Between 1968 and 1974, more than 200 women who delivered babies at LA County+USC Medical Center were sterilized. Although the women provided written or oral consent, there is a question as to whether, due to possible language and cultural barriers, the consent was truly informed.
Today the Board of Supervisors voted to redress this painful episode in LA county history. The board instructed the CEO to prepare a five-signature letter to the County’s state delegation to express support for SB 1190 which would provide victim compensation to any victim of state-sponsored sterilization, and to issue an apology to the women affected, including the installation of a plaque on the County+USC campus, to express sincere apologies to the women and families harmed by the County’s practices.
Supervisor Sheila Kuehl, author of the motion, said, “For hundreds of years, women have been victimized by patriarchal and racist health care policies. The women affected by this practice led the rest of their lives deprived of full reproductive freedom, an incalculable loss to themselves and their families. In taking this action now, we acknowledge the injustice that was done, and commit ourselves to protect women’s reproductive freedom vigilantly for the future.”
During the 1968-1974 period, LA County did not have a program of forced sterilizations, but some patients were sterilized at County hospitals without truly informed consent.
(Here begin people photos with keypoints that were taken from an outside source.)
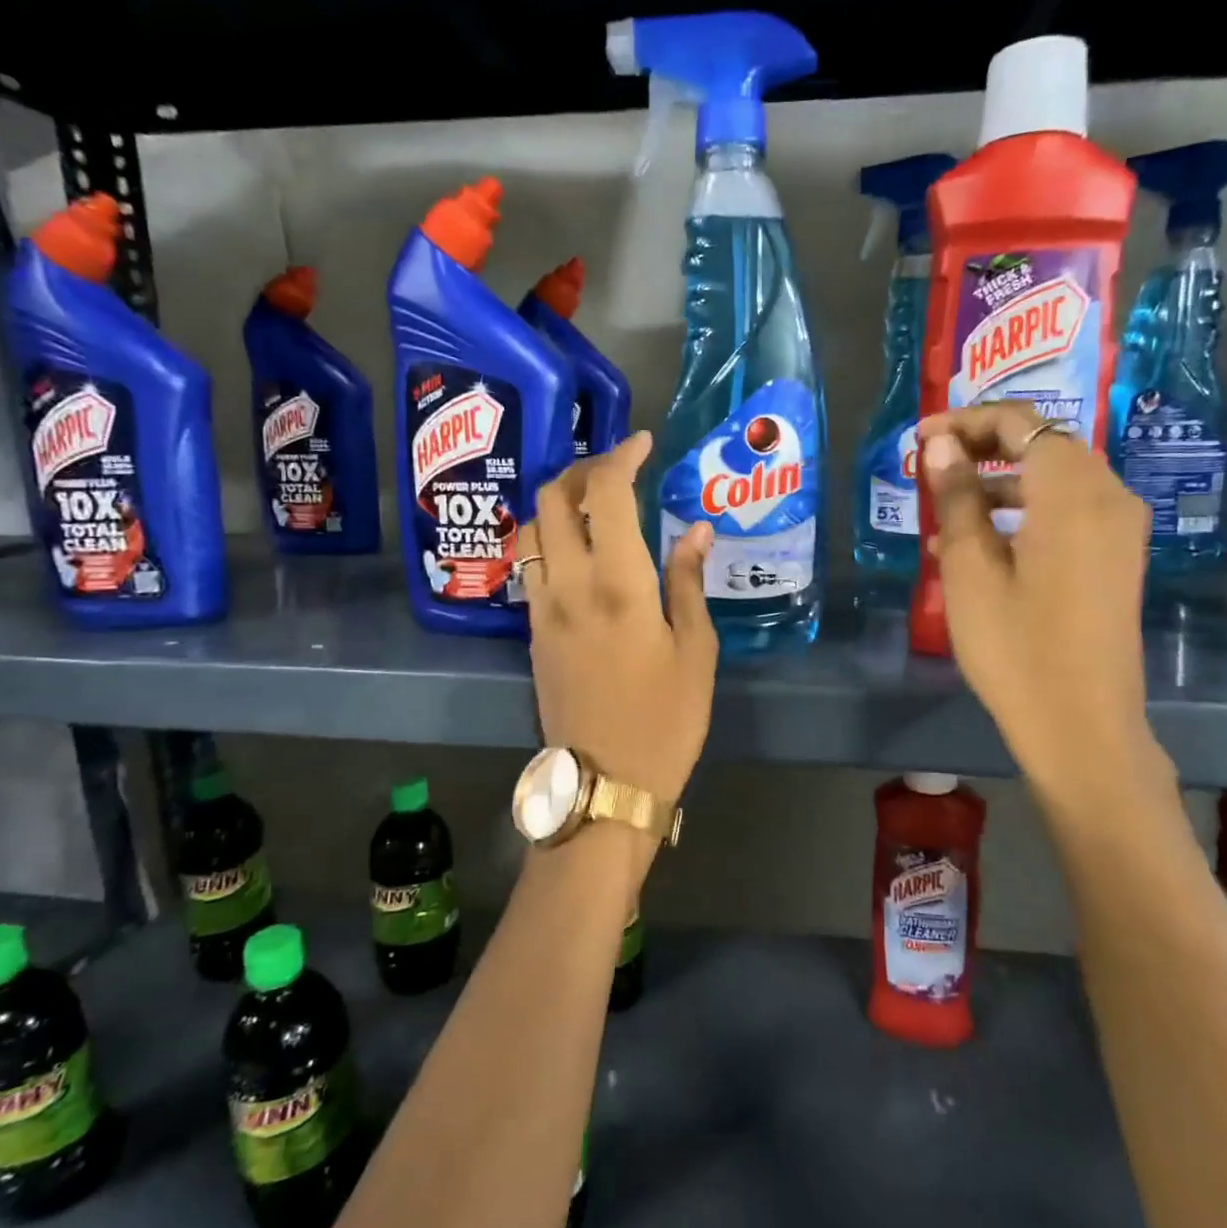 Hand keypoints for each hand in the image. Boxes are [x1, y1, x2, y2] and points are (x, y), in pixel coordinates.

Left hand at [516, 431, 719, 812]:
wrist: (605, 784)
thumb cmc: (666, 720)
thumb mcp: (696, 651)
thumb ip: (689, 582)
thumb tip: (695, 530)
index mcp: (618, 584)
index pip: (606, 493)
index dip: (622, 456)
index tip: (643, 443)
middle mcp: (568, 584)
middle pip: (553, 498)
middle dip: (581, 468)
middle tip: (617, 470)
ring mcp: (541, 608)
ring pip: (532, 529)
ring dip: (558, 502)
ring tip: (594, 504)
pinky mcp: (531, 633)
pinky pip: (530, 565)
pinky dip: (550, 539)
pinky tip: (578, 551)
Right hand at [920, 402, 1166, 806]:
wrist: (1081, 725)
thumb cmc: (1016, 647)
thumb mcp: (971, 570)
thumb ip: (958, 498)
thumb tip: (939, 446)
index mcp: (1072, 493)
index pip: (1020, 424)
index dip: (966, 421)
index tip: (920, 439)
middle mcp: (1108, 496)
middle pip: (1044, 443)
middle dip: (984, 444)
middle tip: (931, 463)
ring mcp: (1119, 528)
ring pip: (1055, 477)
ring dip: (1001, 479)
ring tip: (946, 505)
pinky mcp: (1116, 557)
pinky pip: (1068, 510)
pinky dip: (1024, 510)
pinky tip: (978, 542)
Many of these women had to live the rest of their lives with decisions that they did not understand having made, and some did not even understand until later that they had been sterilized.
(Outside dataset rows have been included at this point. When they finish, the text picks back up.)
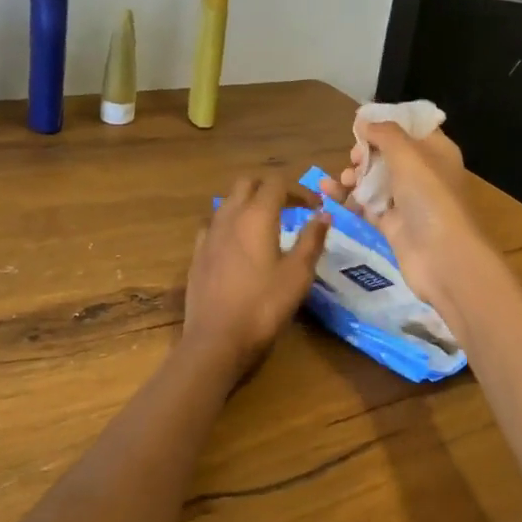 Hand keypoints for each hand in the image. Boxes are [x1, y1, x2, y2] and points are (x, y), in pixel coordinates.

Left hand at [181, 176, 329, 383]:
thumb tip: (323, 214)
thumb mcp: (298, 274)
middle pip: (247, 183)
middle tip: (290, 207)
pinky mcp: (197, 253)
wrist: (217, 338)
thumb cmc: (264, 305)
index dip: (298, 189)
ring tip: (266, 224)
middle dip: (270, 188)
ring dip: (248, 203)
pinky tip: (237, 244)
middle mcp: (229, 216)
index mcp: (256, 215)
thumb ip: (311, 240)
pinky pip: (214, 225)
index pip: (276, 182)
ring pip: (227, 201)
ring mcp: (208, 234)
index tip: (314, 206)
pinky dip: (229, 224)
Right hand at [322, 121, 489, 315]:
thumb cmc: (429, 197)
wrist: (443, 258)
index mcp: (436, 151)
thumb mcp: (408, 155)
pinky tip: (328, 193)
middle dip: (365, 152)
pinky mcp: (392, 225)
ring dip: (354, 176)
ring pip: (374, 180)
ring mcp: (407, 201)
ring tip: (340, 181)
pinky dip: (349, 198)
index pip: (411, 128)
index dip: (387, 123)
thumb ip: (384, 133)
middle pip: (388, 154)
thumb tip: (364, 120)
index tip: (361, 124)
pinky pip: (366, 205)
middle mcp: (424, 173)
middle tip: (354, 158)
“Forced sterilization of Californian women, mostly Latina women and girls, is one of the most shameful events of our state’s history,” said Supervisor Hilda L. Solis, the only Latina on the Los Angeles County Board of Supervisors. “Thank you to Senator Skinner for authoring SB1190, an important piece of legislation that also shines a light on this painful collective memory. The tremendous physical and emotional harm to these women, their families, and our communities cannot be undone. But we owe them our heartfelt apologies and a visual memorial, a plaque at LAC+USC Medical Center, that will remind current and future generations of this past injustice so that this tragedy will never occur again.”